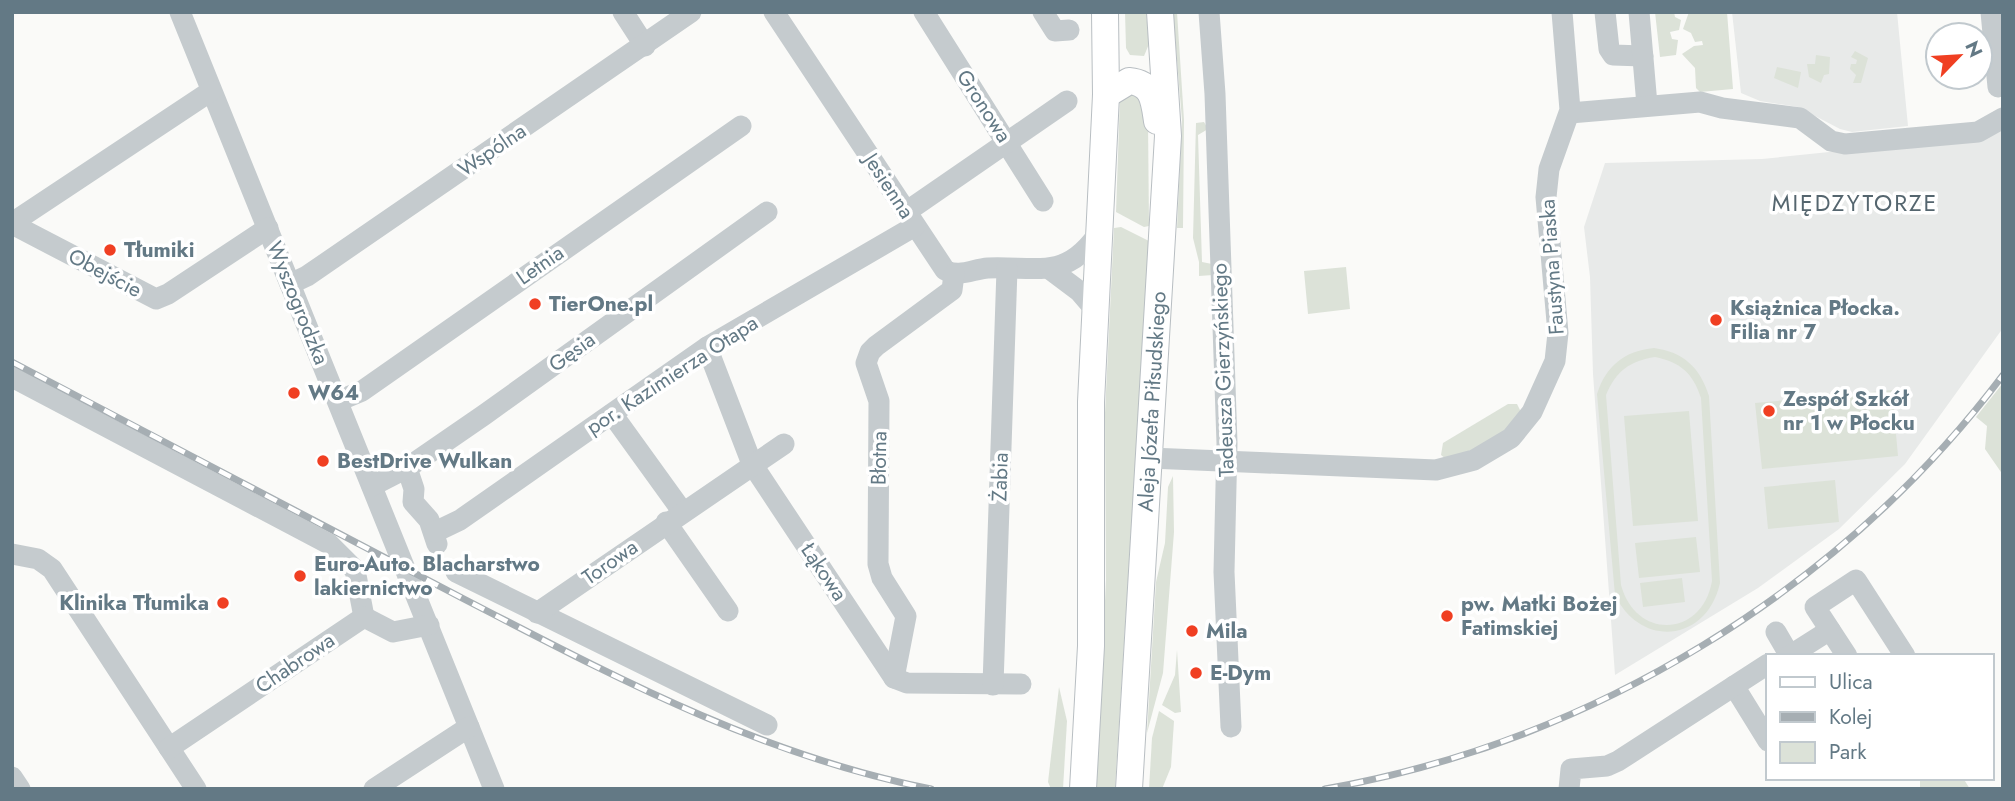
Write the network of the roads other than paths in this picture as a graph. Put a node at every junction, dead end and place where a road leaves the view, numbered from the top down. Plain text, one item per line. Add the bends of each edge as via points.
1 (180, 12) edge
2 (622, 12) edge
3 (691, 12) edge
4 (774, 12) edge
5 (924, 12) edge
6 (1043, 12) edge
7 (1105, 12) edge
8 (1114, 12) edge
9 (1160, 12) edge
10 (1209, 12) edge
11 (1562, 12) edge
12 (1605, 12) edge
13 (1639, 12) edge
14 (1991, 12) edge
15 (1069, 30) dead end
16 (1163, 41) junction
17 (645, 46) junction
18 (1643, 56) junction
19 (1998, 87) dead end
20 (211, 90) junction
21 (1106, 95) junction
22 (1067, 101) dead end
23 (1570, 105) junction
24 (1647, 105) junction
25 (2003, 118) edge
26 (741, 125) dead end
27 (1007, 142) junction
28 (1166, 178) junction
29 (1043, 201) dead end
30 (767, 212) dead end
31 (911, 219) junction
32 (12, 223) edge
33 (268, 228) junction
34 (1100, 231) junction
35 (1007, 269) junction
36 (1051, 270) junction
37 (954, 274) junction
38 (290, 284) junction
39 (1097, 312) junction
40 (707, 347) junction
41 (12, 377) edge
42 (338, 401) junction
43 (612, 414) junction
44 (783, 444) dead end
45 (1150, 458) junction
46 (1227, 459) junction
47 (752, 464) junction
48 (407, 468) junction
49 (373, 486) junction
50 (414, 502) junction
51 (383, 512) junction
52 (674, 516) junction
53 (12, 554) edge
54 (456, 572) dead end
55 (728, 611) dead end
56 (537, 613) junction
57 (364, 617) junction
58 (429, 625) junction
59 (1830, 630) junction
60 (1776, 632) dead end
61 (1788, 654) edge
62 (1792, 654) edge
63 (1846, 654) edge
64 (1904, 654) edge
65 (1766, 665) edge
66 (894, 678) junction
67 (1021, 684) dead end
68 (993, 685) junction
69 (1734, 686) junction
70 (766, 724) dead end
71 (469, 727) junction
72 (1231, 727) dead end
73 (1766, 738) edge
74 (169, 748) junction
75 (12, 777) edge
76 (20, 789) edge
77 (196, 789) edge
78 (374, 789) edge
79 (494, 789) edge
80 (1083, 789) edge
81 (1129, 789) edge
82 (1569, 789) edge

1 - 20 street, Wyszogrodzka
2 - 17 street
3 - 17 street, Wspólna
4 - 31 street, Jesienna
5 - 27 street, Gronowa
6 - 15 street via 1055,31
7 - 21 main road
8 - 16 main road via 1119,48 1129,63 1142,66 1149,62
9 - 16 main road, Aleja Józefa Piłsudskiego
10 - 46 street, Tadeusza Gierzyńskiego
11 - 23 street, Faustyna Piaska
12 - 18 street via 1613,55
13 - 18 street
14 - 19 street
16 - 28 main road, Aleja Józefa Piłsudskiego
17 - 38 street, Wspólna
18 - 24 street
20 - 32 street, Obejście
20 - 33 street, Wyszogrodzka
21 - 28 main road via 1129,81 1150,89
21 - 34 main road
22 - 27 street, por. Kazimierza Otapa
23 - 24 street
23 - 46 street, Faustyna Piaska via 1546,190 1557,356 1539,400 1516,434 1479,458 1436,470
24 - 25 street via 1696,102 1796,117 1831,141 1845,144 1978,132
26 - 42 street, Letnia via 362,391
27 - 29 street, Gronowa
27 - 31 street, por. Kazimierza Otapa
28 - 45 main road, Aleja Józefa Piłsudskiego
30 - 48 street, Gęsia
31 - 37 street, Jesienna via 945,270
31 - 40 street, por. Kazimierza Otapa
32 - 33 street, Obejście via 156,299
33 - 38 street, Wyszogrodzka
34 - 36 street via 1082,253
34 - 39 main road
35 - 36 street
35 - 37 street
35 - 68 street, Żabia
36 - 39 street
37 - 66 street, Błotna via 952,290 866,357 879,401 878,564 906,616
38 - 42 street, Wyszogrodzka
39 - 80 main road
40 - 43 street, por. Kazimierza Otapa
40 - 47 street, Łąkowa
41 - 57 street via 329,544 355,570
42 - 49 street, Wyszogrodzka
43 - 50 street, por. Kazimierza Otapa via 436,538
43 - 52 street
44 - 47 street, Torowa
45 - 46 street, Faustyna Piaska
45 - 81 main road, Aleja Józefa Piłsudskiego
46 - 72 street, Tadeusza Gierzyńskiego via 1224,572
47 - 52 street, Torowa
47 - 66 street, Łąkowa
48 - 49 street, Gęsia
48 - 50 street
49 - 51 street, Wyszogrodzka
50 - 51 street
51 - 58 street, Wyszogrodzka
52 - 55 street
52 - 56 street, Torowa
53 - 74 street via 38,559 51,569
54 - 56 street
56 - 70 street
57 - 58 street via 393,632
57 - 74 street, Chabrowa
58 - 71 street, Wyszogrodzka
59 - 62 street
59 - 63 street
59 - 64 street via 1815,607 1856,580
60 - 61 street
65 - 69 street
66 - 68 street via 907,683
67 - 68 street
69 - 73 street
69 - 82 street via 1618,761 1571,769
71 - 78 street
71 - 79 street, Wyszogrodzka
74 - 77 street
75 - 76 street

------------------------------------------------------------

* [Problem statement]:
Print the full listing above exactly. Pictures stay out of the copy.

* [Answer space]:
Write the network of the roads other than paths in this picture as a graph. Put a node at every junction, dead end and place where a road leaves the view, numbered from the top down. Plain text, one item per line. Add the bends of each edge as via points.
1 (180, 12) edge
2 (622, 12) edge
3 (691, 12) edge
4 (774, 12) edge
5 (924, 12) edge
6 (1043, 12) edge
7 (1105, 12) edge
8 (1114, 12) edge
9 (1160, 12) edge
10 (1209, 12) edge
11 (1562, 12) edge
12 (1605, 12) edge
13 (1639, 12) edge
14 (1991, 12) edge
15 (1069, 30) dead end
16 (1163, 41) junction
17 (645, 46) junction
18 (1643, 56) junction
19 (1998, 87) dead end
20 (211, 90) junction
21 (1106, 95) junction
22 (1067, 101) dead end
23 (1570, 105) junction
24 (1647, 105) junction
25 (2003, 118) edge
26 (741, 125) dead end
27 (1007, 142) junction
28 (1166, 178) junction
29 (1043, 201) dead end
30 (767, 212) dead end
31 (911, 219) junction
32 (12, 223) edge
33 (268, 228) junction
34 (1100, 231) junction
35 (1007, 269) junction
36 (1051, 270) junction
37 (954, 274) junction
38 (290, 284) junction
39 (1097, 312) junction
40 (707, 347) junction
41 (12, 377) edge
42 (338, 401) junction
43 (612, 414) junction
44 (783, 444) dead end
45 (1150, 458) junction
46 (1227, 459) junction
47 (752, 464) junction
48 (407, 468) junction
49 (373, 486) junction
50 (414, 502) junction
51 (383, 512) junction
52 (674, 516) junction
53 (12, 554) edge
54 (456, 572) dead end
55 (728, 611) dead end
56 (537, 613) junction
57 (364, 617) junction
58 (429, 625) junction
59 (1830, 630) junction
60 (1776, 632) dead end
61 (1788, 654) edge
62 (1792, 654) edge
63 (1846, 654) edge
64 (1904, 654) edge
65 (1766, 665) edge
66 (894, 678) junction
67 (1021, 684) dead end
68 (993, 685) junction
69 (1734, 686) junction
70 (766, 724) dead end
71 (469, 727) junction
72 (1231, 727) dead end
73 (1766, 738) edge
74 (169, 748) junction
75 (12, 777) edge
76 (20, 789) edge
77 (196, 789) edge
78 (374, 789) edge
79 (494, 789) edge
80 (1083, 789) edge
81 (1129, 789) edge
82 (1569, 789) edge

1 - 20 street, Wyszogrodzka
2 - 17 street
3 - 17 street, Wspólna
4 - 31 street, Jesienna
5 - 27 street, Gronowa
6 - 15 street via 1055,31
7 - 21 main road
8 - 16 main road via 1119,48 1129,63 1142,66 1149,62
9 - 16 main road, Aleja Józefa Piłsudskiego
10 - 46 street, Tadeusza Gierzyńskiego
11 - 23 street, Faustyna Piaska
12 - 18 street via 1613,55
13 - 18 street
14 - 19 street
16 - 28 main road, Aleja Józefa Piłsudskiego
17 - 38 street, Wspólna
18 - 24 street
20 - 32 street, Obejście
20 - 33 street, Wyszogrodzka
21 - 28 main road via 1129,81 1150,89
21 - 34 main road
22 - 27 street, por. Kazimierza Otapa
23 - 24 street
23 - 46 street, Faustyna Piaska via 1546,190 1557,356 1539,400 1516,434 1479,458 1436,470
24 - 25 street via 1696,102 1796,117 1831,141 1845,144 1978,132
26 - 42 street, Letnia via 362,391
27 - 29 street, Gronowa
27 - 31 street, por. Kazimierza Otapa
28 - 45 main road, Aleja Józefa Piłsudskiego
30 - 48 street, Gęsia
31 - 37 street, Jesienna via 945,270
31 - 40 street, por. Kazimierza Otapa
32 - 33 street, Obejście via 156,299
33 - 38 street, Wyszogrodzka
34 - 36 street via 1082,253
34 - 39 main road
35 - 36 street
35 - 37 street
35 - 68 street, Żabia
36 - 39 street
37 - 66 street, Błotna via 952,290 866,357 879,401 878,564 906,616
38 - 42 street, Wyszogrodzka
39 - 80 main road
40 - 43 street, por. Kazimierza Otapa
40 - 47 street, Łąkowa
41 - 57 street via 329,544 355,570
42 - 49 street, Wyszogrodzka
43 - 50 street, por. Kazimierza Otapa via 436,538
43 - 52 street
44 - 47 street, Torowa
45 - 46 street, Faustyna Piaska
45 - 81 main road, Aleja Józefa Piłsudskiego
46 - 72 street, Tadeusza Gierzyńskiego via 1224,572
47 - 52 street, Torowa
47 - 66 street, Łąkowa
48 - 49 street, Gęsia
48 - 50 street
49 - 51 street, Wyszogrodzka
50 - 51 street
51 - 58 street, Wyszogrodzka
52 - 55 street
52 - 56 street, Torowa
53 - 74 street via 38,559 51,569
54 - 56 street
56 - 70 street
57 - 58 street via 393,632
57 - 74 street, Chabrowa
58 - 71 street, Wyszogrodzka
59 - 62 street
59 - 63 street
59 - 64 street via 1815,607 1856,580
60 - 61 street
65 - 69 street
66 - 68 street via 907,683
67 - 68 street
69 - 73 street
69 - 82 street via 1618,761 1571,769
71 - 78 street
71 - 79 street, Wyszogrodzka
74 - 77 street
75 - 76 street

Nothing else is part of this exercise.